Le temps qu’il fait
24.12.20 | Par Jean-Marc Providence, directeur de l’AMI

L’inquiétude météorologique est, probablement d’abord, celle du paysan qui lève les yeux vers le ciel pour organiser son travail, qui tapote comme mon grand-père, son baromètre deux à trois fois par jour pour savoir si « l’on va vers le beau », sans parler de celui, qui plus moderne, consulte quotidiennement les prévisions (à quinze jours) sur son téléphone portable ou son écran d’ordinateur.
L’historien du climat Emmanuel Le Roy Ladurie explique joliment qu’il n’a pris en charge ce sujet de recherche que parce qu’il s’intéressait à l’histoire du monde rural et agricole.
Aujourd’hui l’inquiétude météorologique s’est élargie du territoire et du pays à la planète, avec la prise de conscience de l’urgence climatique.
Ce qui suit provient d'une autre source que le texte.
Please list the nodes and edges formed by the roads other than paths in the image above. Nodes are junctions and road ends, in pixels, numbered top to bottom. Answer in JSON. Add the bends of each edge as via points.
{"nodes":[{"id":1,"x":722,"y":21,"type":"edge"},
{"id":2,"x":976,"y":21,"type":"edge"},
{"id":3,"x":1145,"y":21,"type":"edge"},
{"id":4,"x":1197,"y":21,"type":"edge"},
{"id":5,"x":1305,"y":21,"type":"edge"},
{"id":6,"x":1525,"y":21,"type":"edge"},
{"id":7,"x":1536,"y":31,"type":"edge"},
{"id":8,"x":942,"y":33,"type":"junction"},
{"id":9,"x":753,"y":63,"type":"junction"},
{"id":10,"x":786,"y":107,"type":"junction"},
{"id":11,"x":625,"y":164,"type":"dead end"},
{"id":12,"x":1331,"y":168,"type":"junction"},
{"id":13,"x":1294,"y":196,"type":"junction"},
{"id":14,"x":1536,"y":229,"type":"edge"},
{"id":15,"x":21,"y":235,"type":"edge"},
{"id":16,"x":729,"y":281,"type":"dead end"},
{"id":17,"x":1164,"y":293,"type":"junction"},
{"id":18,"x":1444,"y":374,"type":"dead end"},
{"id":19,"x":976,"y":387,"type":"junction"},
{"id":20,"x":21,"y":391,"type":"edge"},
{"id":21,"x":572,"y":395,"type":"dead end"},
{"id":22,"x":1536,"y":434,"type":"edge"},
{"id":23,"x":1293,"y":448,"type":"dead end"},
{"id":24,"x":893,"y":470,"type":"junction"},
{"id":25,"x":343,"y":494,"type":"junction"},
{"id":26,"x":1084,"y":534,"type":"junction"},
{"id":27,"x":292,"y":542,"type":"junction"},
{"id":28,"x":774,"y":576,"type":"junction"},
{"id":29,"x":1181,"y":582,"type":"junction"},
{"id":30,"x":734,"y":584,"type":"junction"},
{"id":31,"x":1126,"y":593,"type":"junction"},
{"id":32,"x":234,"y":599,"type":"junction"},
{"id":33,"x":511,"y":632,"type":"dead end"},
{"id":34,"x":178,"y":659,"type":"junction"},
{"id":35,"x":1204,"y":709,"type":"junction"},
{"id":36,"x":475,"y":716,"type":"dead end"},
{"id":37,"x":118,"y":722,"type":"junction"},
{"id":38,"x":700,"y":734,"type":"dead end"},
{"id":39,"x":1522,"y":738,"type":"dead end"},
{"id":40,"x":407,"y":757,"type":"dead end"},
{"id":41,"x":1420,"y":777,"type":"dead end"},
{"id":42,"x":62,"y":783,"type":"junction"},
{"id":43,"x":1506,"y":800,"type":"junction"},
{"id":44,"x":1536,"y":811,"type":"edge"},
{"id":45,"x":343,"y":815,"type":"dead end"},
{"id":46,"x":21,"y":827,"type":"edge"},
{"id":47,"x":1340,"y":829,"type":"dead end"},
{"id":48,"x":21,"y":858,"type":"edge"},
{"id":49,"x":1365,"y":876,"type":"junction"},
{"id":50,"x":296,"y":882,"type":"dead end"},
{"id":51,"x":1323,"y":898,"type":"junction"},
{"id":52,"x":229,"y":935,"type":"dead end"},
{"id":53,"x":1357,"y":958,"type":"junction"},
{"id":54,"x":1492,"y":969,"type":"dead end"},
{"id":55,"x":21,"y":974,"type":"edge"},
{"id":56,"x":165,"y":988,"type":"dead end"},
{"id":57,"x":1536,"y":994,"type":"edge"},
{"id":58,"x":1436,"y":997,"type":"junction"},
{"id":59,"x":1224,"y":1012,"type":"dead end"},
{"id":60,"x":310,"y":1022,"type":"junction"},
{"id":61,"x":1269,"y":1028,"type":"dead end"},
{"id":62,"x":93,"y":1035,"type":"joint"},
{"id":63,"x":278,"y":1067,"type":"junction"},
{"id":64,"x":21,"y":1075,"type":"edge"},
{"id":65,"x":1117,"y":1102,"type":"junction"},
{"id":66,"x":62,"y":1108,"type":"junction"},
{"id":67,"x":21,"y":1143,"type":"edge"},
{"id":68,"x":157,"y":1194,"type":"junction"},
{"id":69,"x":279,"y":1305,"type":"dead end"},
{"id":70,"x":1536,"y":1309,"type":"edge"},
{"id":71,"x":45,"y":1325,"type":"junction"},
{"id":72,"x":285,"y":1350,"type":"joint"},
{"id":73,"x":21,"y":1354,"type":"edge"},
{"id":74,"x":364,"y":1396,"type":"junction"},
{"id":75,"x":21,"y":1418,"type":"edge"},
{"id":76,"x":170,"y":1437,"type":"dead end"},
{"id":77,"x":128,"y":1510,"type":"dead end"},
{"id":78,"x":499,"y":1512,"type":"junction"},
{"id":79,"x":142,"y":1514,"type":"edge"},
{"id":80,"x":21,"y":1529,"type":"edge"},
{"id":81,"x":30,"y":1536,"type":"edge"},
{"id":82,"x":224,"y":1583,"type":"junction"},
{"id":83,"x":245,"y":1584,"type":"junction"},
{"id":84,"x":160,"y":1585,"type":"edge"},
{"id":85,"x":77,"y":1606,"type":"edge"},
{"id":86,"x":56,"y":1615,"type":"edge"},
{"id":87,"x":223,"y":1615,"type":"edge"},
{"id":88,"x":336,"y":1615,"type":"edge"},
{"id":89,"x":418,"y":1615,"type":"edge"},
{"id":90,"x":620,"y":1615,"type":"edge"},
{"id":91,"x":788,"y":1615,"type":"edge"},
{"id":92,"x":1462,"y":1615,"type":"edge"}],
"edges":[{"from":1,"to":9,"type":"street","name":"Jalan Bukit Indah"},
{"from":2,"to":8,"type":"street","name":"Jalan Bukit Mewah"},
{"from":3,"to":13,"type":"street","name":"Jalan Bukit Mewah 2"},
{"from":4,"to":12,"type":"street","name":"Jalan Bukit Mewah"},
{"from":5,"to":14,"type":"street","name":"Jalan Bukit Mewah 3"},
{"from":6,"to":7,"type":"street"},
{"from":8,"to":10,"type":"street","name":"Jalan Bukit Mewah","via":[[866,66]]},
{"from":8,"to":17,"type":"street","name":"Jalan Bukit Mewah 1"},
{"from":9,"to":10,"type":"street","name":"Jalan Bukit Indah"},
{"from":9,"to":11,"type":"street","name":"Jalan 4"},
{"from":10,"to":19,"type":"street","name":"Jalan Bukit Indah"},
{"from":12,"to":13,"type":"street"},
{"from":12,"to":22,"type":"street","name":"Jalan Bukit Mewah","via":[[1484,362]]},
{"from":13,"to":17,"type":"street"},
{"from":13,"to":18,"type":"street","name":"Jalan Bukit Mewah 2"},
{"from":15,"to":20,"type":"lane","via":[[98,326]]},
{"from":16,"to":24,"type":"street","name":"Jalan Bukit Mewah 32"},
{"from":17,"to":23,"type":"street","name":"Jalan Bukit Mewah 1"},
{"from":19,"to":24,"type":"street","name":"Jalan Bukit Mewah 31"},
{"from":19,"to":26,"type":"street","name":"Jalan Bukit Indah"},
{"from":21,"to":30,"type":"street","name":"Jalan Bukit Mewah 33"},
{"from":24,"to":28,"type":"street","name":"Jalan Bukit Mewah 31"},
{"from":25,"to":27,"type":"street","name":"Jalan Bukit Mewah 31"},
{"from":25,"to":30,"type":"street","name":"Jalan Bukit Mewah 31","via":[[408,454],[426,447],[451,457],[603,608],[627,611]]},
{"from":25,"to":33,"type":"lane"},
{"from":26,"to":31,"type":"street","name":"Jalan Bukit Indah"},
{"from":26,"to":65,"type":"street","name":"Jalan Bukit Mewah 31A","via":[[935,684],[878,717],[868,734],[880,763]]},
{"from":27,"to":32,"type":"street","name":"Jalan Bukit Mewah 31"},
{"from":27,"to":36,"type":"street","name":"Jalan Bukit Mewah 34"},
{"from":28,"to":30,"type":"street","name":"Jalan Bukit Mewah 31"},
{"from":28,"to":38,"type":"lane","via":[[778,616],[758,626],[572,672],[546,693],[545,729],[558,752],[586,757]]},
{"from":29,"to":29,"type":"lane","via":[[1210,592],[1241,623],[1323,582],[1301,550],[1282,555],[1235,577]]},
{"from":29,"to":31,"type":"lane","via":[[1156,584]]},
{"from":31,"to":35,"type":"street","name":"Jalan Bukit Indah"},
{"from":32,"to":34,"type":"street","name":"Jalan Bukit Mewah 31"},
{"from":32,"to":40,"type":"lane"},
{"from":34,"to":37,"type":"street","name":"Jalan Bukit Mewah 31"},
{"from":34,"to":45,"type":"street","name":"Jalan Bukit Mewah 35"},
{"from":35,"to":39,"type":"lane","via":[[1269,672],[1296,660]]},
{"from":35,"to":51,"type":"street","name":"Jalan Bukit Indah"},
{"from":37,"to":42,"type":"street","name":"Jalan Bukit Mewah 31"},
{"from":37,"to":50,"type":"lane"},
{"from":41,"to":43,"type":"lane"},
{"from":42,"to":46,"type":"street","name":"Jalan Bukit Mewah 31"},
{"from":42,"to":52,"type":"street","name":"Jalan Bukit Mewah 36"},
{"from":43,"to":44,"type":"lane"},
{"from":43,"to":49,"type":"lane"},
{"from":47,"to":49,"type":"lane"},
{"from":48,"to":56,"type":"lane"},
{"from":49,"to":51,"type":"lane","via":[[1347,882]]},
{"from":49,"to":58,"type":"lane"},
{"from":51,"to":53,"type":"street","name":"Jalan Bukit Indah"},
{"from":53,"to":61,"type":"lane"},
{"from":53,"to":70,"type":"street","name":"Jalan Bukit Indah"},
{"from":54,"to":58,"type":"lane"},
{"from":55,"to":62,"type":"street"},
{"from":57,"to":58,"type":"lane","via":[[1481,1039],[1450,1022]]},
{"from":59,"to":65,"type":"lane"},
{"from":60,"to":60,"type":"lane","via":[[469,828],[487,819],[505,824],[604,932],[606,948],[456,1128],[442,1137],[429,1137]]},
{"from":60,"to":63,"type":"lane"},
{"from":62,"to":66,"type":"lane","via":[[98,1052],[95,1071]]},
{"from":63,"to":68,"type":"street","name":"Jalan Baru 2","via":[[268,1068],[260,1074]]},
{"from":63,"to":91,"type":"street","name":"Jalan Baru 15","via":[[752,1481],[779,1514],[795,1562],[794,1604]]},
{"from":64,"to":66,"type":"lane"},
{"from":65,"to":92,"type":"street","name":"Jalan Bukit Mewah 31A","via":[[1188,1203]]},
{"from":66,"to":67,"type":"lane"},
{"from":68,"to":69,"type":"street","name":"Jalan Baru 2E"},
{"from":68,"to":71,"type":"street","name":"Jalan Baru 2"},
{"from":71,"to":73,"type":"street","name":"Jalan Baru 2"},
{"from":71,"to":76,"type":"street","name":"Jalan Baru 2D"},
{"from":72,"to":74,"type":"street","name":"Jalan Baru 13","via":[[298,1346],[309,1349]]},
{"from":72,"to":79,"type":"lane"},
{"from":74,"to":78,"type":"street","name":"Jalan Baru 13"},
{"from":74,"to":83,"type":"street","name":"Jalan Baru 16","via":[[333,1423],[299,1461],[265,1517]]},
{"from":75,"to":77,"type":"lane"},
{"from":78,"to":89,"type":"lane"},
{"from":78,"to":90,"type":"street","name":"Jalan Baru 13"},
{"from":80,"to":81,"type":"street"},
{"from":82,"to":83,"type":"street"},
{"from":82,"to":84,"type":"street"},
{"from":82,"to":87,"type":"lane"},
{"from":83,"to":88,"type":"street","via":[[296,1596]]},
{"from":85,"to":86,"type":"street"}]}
Le temps qu’il fait est supplanté par le souci (mot de l’époque) du temps qui vient.

Couverture @Editions_Verdier

Mais lisant et relisant les carnets de notes de Pierre Bergounioux, édités sous la couverture jaune ensoleillée des Editions Verdier, l’on ne peut être que frappé par la richesse descriptive des ciels dans cette écriture autobiographique obstinée. Cette chronique de la vie, du travail et du chagrin d’être ; ces notes prises quasi quotidiennement depuis le mardi 16 décembre 1980 ; cet hymne à un petit pays (la Corrèze) dont Bergounioux dit être l’hôte et l’otage ; cette quête pour comprendre ce qui se passe, pourquoi nous sommes au monde, se déploient en 4 volumes sur 35 ans. Et sur quelques 4 500 pages sur papier bible qui disent l’obsession du temps qui passe et l’attention au temps qu’il fait.

Pour le plaisir de revenir sur cette écriture limpide et torrentielle, sur ces pages froidement analytiques et pourtant pleine d’émotions et d’émerveillement, l’on s’est attaché à regarder comment l’écrivain se faisait météorologue. A priori rien de plus banal que de parler du temps et donc de plus difficile que de se renouveler, d’éviter les expressions toutes faites, les adjectifs déjà battus et rebattus dans toutes les rédactions, scolaires ou non, ou d’écarter les métaphores les plus usées qui rapprochent le temps et l’humeur…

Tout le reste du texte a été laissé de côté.